About the Author
Hello! I’m Ryan. I’m a CERTIFIED FINANCIAL PLANNERTM professional and a Oregon licensed Certified Public Accountant. I live just outside of Portland, Oregon. I enjoy spending time watching my kids’ sporting events, exercising, practicing jiu jitsu, and reading about all things financial planning. Over the last twenty years I have been the chief financial officer for several companies and had my own tax and financial planning firm. Currently, I’m writing a book for tweens about money.
About this Blog
My goal with this blog is to offer parents helpful advice on how to raise money savvy kids. However, I’m always thinking and reading about personal finance so I will from time to time also post about other topics I think you might find interesting.
I have two kids of my own and teaching them good financial habits is a priority for me. As I’ve discovered, teaching these lessons to your kids is not always easy. Surprise! They often don’t want to listen to us(because we don’t know anything right?). They also have lots of other negative influences about money. For example, all the commercials they see on TV to buy this toy and that gadget, that friend whose parents buy them every new shiny thing, peer pressure from classmates, etc. More often than not, I seem to be helping them learn the lessons themselves through doing. Considering my background in finance, it seemed to me that if I had trouble figuring out how to teach my kids these lessons then likely others were finding it difficult too. So that’s why I started this blog.
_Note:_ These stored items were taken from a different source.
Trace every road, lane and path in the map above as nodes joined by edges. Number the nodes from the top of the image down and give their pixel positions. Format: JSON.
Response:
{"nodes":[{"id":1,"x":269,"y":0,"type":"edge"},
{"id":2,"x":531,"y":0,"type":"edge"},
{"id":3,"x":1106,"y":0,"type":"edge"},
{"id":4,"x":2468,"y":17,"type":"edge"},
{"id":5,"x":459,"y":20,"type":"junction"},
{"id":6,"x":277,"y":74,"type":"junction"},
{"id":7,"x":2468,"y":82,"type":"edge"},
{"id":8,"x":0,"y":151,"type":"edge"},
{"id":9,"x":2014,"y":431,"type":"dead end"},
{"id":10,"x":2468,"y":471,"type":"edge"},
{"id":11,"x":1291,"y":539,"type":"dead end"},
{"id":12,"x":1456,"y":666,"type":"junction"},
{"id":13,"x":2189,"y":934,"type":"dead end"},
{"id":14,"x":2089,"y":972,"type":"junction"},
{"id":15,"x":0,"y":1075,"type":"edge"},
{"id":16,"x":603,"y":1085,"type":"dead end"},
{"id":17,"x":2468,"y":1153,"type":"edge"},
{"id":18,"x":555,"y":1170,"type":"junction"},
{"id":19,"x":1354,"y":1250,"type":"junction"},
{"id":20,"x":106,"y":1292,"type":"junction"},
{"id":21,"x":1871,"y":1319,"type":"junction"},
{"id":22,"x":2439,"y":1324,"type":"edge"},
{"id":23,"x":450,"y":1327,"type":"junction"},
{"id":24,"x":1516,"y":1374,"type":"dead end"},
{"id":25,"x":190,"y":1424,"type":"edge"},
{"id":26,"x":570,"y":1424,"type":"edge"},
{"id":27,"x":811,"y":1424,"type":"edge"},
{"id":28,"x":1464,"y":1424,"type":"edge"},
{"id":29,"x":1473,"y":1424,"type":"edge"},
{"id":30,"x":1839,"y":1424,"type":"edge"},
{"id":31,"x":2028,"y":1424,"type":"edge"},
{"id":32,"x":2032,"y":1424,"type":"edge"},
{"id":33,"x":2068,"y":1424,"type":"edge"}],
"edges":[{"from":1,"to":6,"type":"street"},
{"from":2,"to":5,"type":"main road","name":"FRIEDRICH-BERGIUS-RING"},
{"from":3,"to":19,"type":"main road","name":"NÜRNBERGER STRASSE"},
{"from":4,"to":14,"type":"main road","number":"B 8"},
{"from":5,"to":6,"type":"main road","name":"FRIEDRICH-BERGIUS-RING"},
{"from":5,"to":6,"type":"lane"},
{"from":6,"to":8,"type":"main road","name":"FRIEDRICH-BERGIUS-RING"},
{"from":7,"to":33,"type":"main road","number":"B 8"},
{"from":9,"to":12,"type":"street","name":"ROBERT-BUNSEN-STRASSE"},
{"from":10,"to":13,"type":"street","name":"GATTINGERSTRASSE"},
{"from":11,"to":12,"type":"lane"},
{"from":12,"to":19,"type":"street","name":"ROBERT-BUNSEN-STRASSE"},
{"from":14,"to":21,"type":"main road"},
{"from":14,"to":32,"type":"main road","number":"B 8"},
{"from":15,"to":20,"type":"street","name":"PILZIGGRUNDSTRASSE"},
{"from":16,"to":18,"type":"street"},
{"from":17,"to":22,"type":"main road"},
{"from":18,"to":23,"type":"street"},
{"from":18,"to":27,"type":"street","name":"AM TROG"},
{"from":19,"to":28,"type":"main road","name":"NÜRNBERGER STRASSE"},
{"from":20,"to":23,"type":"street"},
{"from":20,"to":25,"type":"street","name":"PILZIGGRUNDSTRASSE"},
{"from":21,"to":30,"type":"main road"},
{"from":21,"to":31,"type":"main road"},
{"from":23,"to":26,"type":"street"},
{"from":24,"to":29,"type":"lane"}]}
It is vitally important that our kids have a good understanding of basic financial concepts. They need them to succeed and thrive in the world today. Unfortunately, this topic is not well covered in schools.
These important skills (or lack of) will have an enormous impact over the course of their lives. Habits they learn early will become the building blocks for decisions they will make in their late teens, 20’s, 30’s and beyond. Smart decisions such as beginning to save early can offer big rewards later in life. In addition, an understanding of the dangers of consumer debt can prevent them from making mistakes that could haunt them for years.
Our children have a HUGE asset on their side called TIME. If they begin practicing good habits of saving and investing early in life they will have many advantages over starting later. Knowing how to live within their means combined with having money saved will offer them much more freedom in life. They will be able to buy a house sooner. They can avoid living paycheck to paycheck stressing about what will happen if they lose their job. They will be able to deal better with the inevitable bumps in the road that life throws at you and they will be able to retire earlier.
This is something I’m very passionate about. These are some of the most important basic skills that everyone needs to have.